EL ODIOSO PLACER DE ESCRIBIR

De verdad. Aunque piensen que estos días de playa y sol he estado vagueando, no es verdad. Vale. Apenas si he tecleado una miserable palabra, pero, como decía Henry Miller, la mayor parte de la escritura se hace lejos de la máquina de escribir. O del ordenador, que para el caso, es lo mismo.

 

El caso… el caso es que amo tanto la ficción, me gusta tanto escribir cuentos, relatos, microrrelatos… que, más allá del resultado final de los mismos, el articularlos y darles forma me genera desasosiego, insatisfacción, dudas, nervios, agobios y vacilaciones de todo tipo. Me surgen los fantasmas. Los miedos. Los terrores nocturnos. La ansiedad. Las prisas.
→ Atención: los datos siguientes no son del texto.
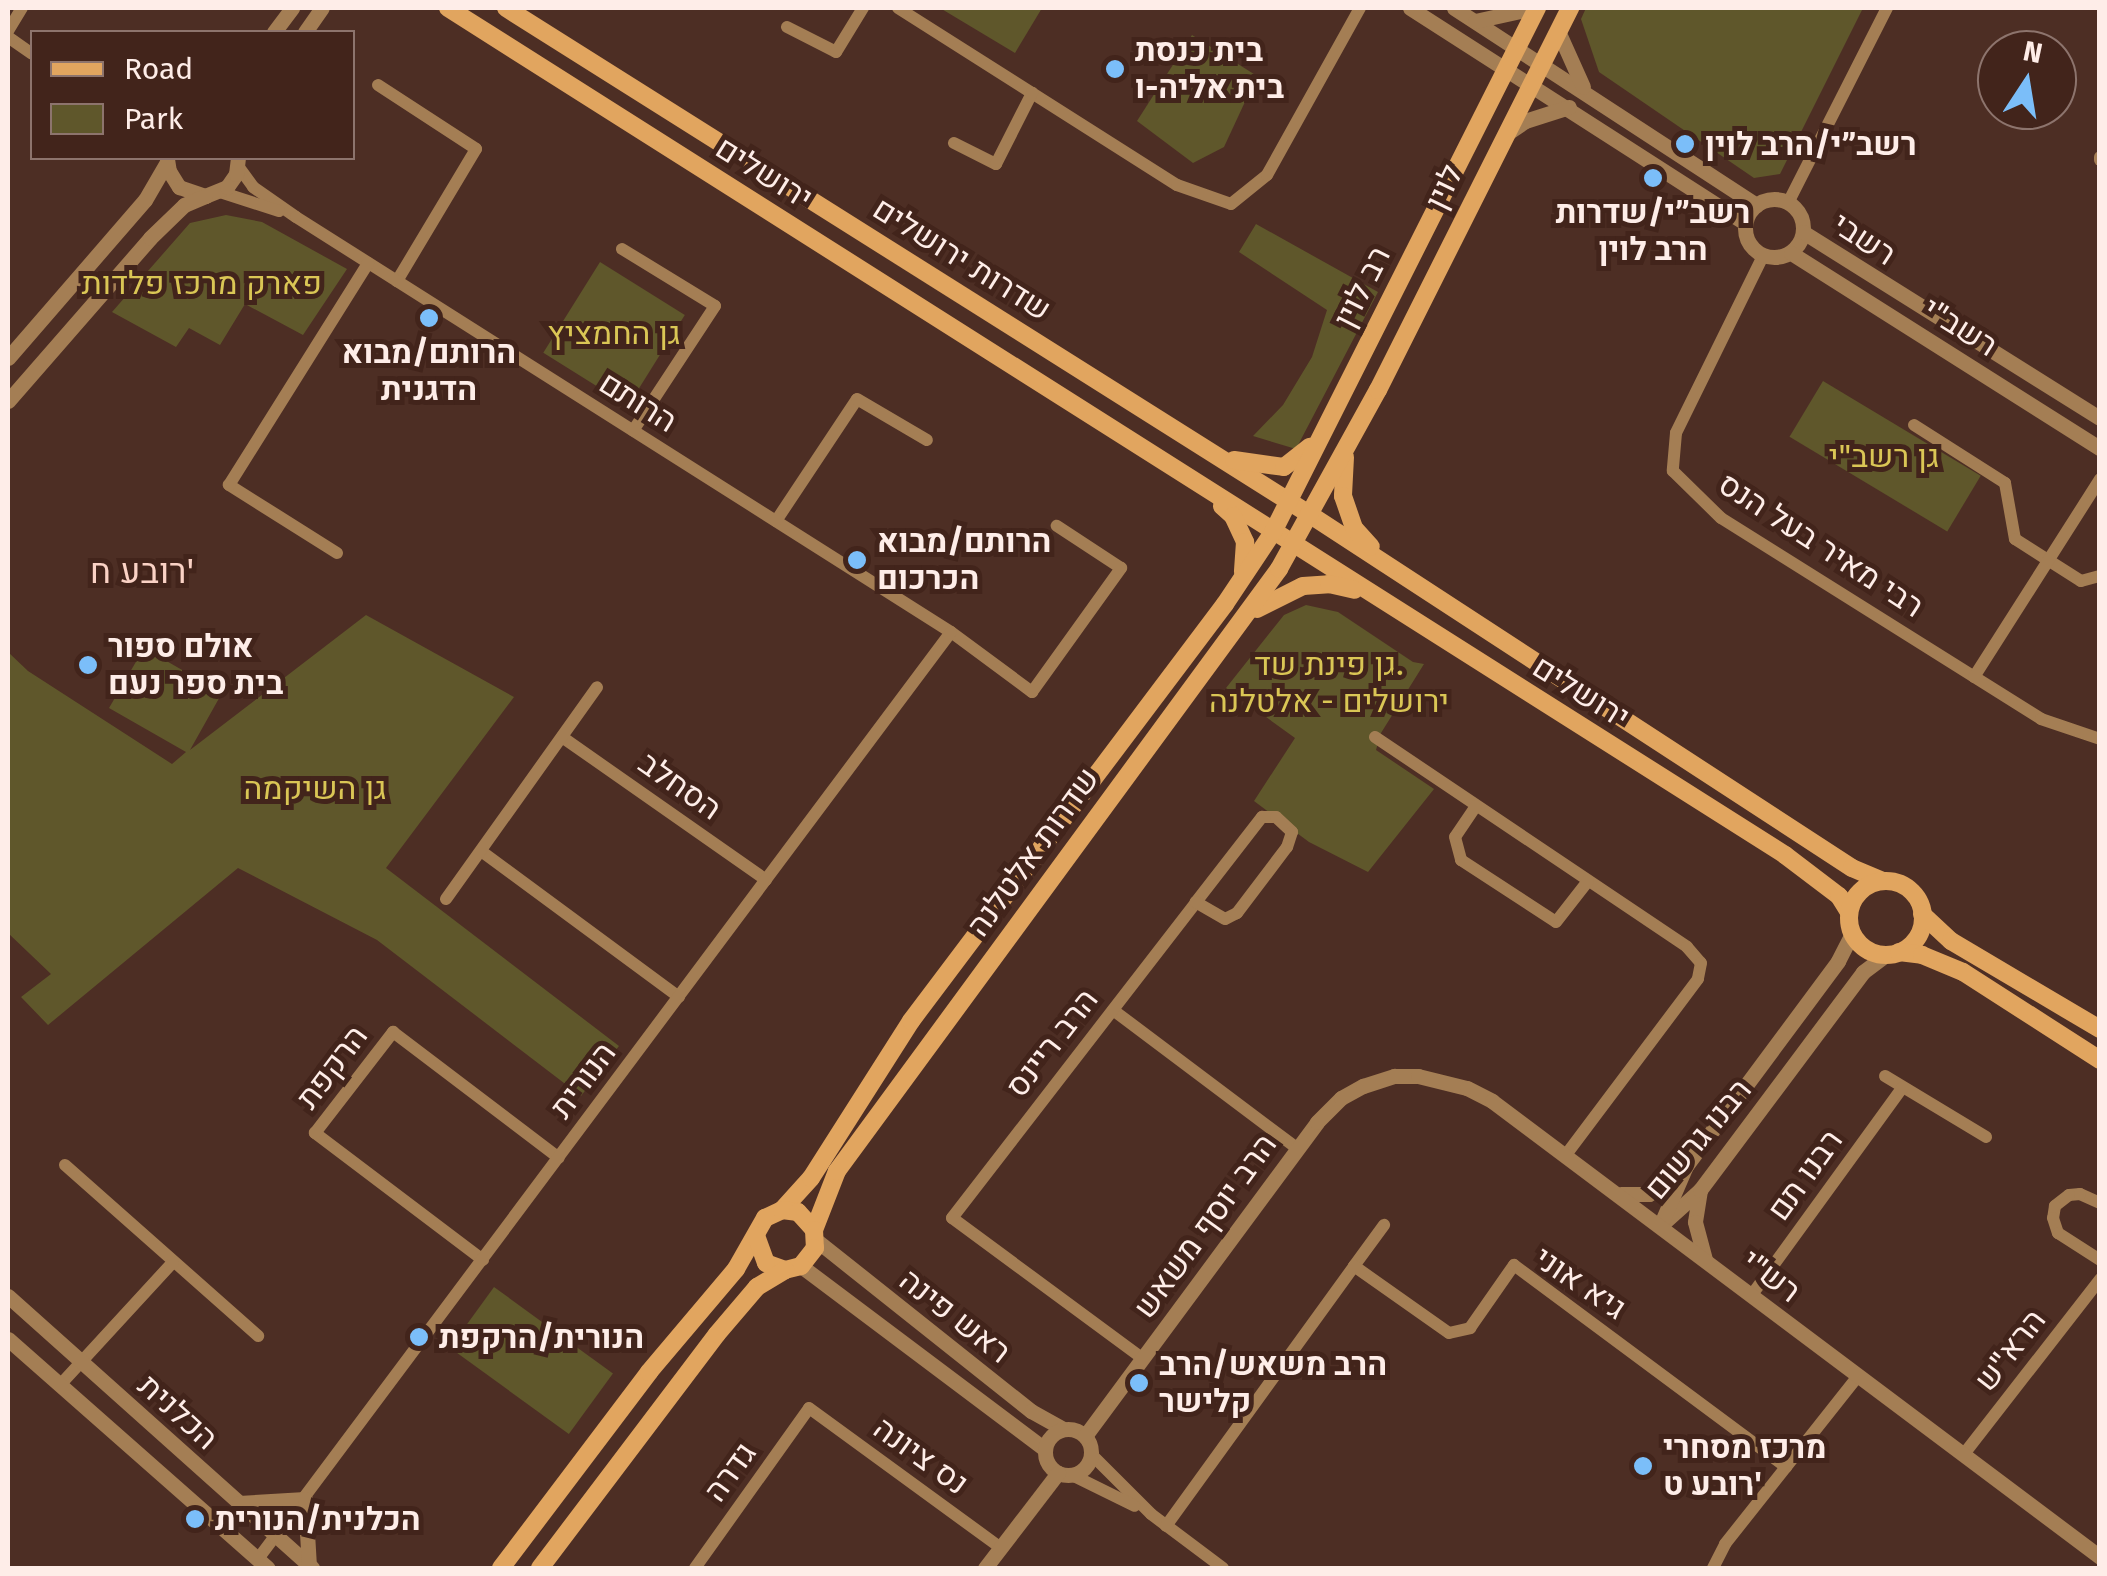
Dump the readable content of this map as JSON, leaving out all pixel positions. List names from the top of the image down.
{
  "streets": {
    "main road": [
      "ירושלים",
      "לוין",
      "שדרות ירושלים",
      "רב לוין",
      "שדרות אלטלנה"
    ],
    "street": [
      "רשבי",
      "רשב\"י",
      "הרותם",
      "רבי מאיר בעל הנס",
      "הסחלב",
      "הרב ריינס",
      "הרקפת",
      "הנורית",
      "רבנו גרשום",
      "רבנו תם",
      "הרב יוסף משאש",
      "רש\"י",
      "גיא אוני",
      "ראש פינה",
      "הרא\"ש",
      "הכלנית",
      "נס ציונה",
      "גדרה"
    ]
  },
  "crossings": [
    ["ירושלים", "שדרות ירושלים"],
    ["ירושלים", "רב לוין"],
    ["ירושלים", "שדרות אלטלנה"],
    ["ירושלים", "רבנו גרשום"],
    ["לוין", "שדרות ירושלים"],
    ["לוין", "שדרות אלטלנה"],
    ["רשבי", "רשב\"י"],
    ["רשבי", "רבי מאיר בעל הנס"],
    ["שדרות ירושלים", "רב לוין"],
    ["שדרות ירושלים", "שדרות אלטלנה"],
    ["רב לוין", "שדרות אלטלנה"],
    ["רשב\"י", "רבי מאיר בעל הנס"],
    ["הרותם", "הנורית"],
    ["הסחלב", "הנורית"],
    ["שדרות אלטלנה", "ראש פינה"],
    ["הרב ריינס", "הרב יוסף משאש"],
    ["הרקפת", "הנורית"],
    ["הנורית", "הכלנית"],
    ["רבנו גרשום", "רש\"י"],
    ["רבנו תם", "רש\"י"],
    ["הרב יוסף משאש", "רש\"י"],
    ["הרב יוסף משאש", "ראש פינה"],
    ["רש\"י", "הרא\"ש"],
    ["נס ציונה", "גדרה"]
  ],
  "districts": ["רובע ח'"],
  "parks": [
    "פארק מרכז פלדות",
    "גן החמציץ",
    "גן רשב\"י",
    "גן פינת שד. ירושלים - אלטלנה",
    "גן השיקמה"
  ],
  "places": [
    "בית כנסת בית אליה-ו",
    "רשב״י/הרב לוין",
    "רשב״י/שדרות הרב לוין",
    "הרותם/מבוא הדגנית",
    "הרותם/מבוא הכרכום",
    "אולם ספור בית ספר נעם",
    "הנורית/הרקפת",
    "הרב משאש/הרב קלישר",
    "מרכז מסחרי רובע ט'",
    "הכלנית/הנורית"
  ],
  "legend": ["Road", "Park"],
  "north": "top"
}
Y, sin embargo, necesito escribirlos y sacármelos de encima.

 

Porque, como dice Paul Auster, los escritores somos seres heridos. Por eso creamos otra realidad. Y aquí estoy, desde hace más de una semana, encadenado a un cuento que surgió como una broma, como una amenaza, como una promesa. Y cuanto más escribo, más lejos estoy del final. 

 

Porque me pasa eso que dice Antonio Gala: el escritor, muchas veces, es como un caballo de carreras que ha perdido su jinete y ya no sabe porque está corriendo ni dónde está la meta y, sin embargo, se le exige seguir corriendo aunque no sepa ni hacia dónde ni por qué razón.

 

¡Ese soy yo! El caballo sin jinete. Y, por momentos, sin cabeza.

 

Cuando corro, cuando intento dormir, cuando escucho música y hasta cuando leo… estoy escribiendo ese cuento que se llamará, creo, «Muertos mínimos», en que vuelvo al género negro y criminal que me tanto me gusta, abandonando el tono melifluo y blandengue de mis últimos dos relatos, «Ella» y «El beso del viajero» y en el que me traslado a una de las ciudades que más me han impresionado en los últimos años.

 

Un cuento que comenzará, creo, con la siguiente frase:

 

– «Míralo. ¡Duerme como un niño degollado!»

 

Un cuento del que llevo escritas cinco páginas nada más, pero que me tiene absorbido y absorto estos días, con la cabeza más puesta en un remoto país centroeuropeo que en esta Granada nuestra abrasada por el sol.

 

¿Y por qué sigo, sin tan mal lo paso?

 

Pues por lo mismo que dice el propio Paul Auster: «Necesitamos desesperadamente que nos cuenten historias. Tanto como el comer. Porque nos ayudan a organizar la realidad e iluminan el caos de nuestras vidas».

 

Lo que pasa es que, a veces, además de escucharlas y leerlas; el cuerpo, el corazón, las tripas y el cerebro te piden escribirlas. Las historias.

 

Inventarlas, desarrollarlas, documentarlas, darles contenido, rectificarlas, cuadrarlas, repasarlas, corregirlas, borrarlas… sí. Escribirlas. Contarlas. Aunque ya no haya nada más en nuestro horizonte literario y vital. Aunque conviertan la vida diaria en un caos oscuro y sinsentido… jodidamente placentero, extrañamente familiar. ¡Ay, las pulsiones! ¡Ay, las adicciones!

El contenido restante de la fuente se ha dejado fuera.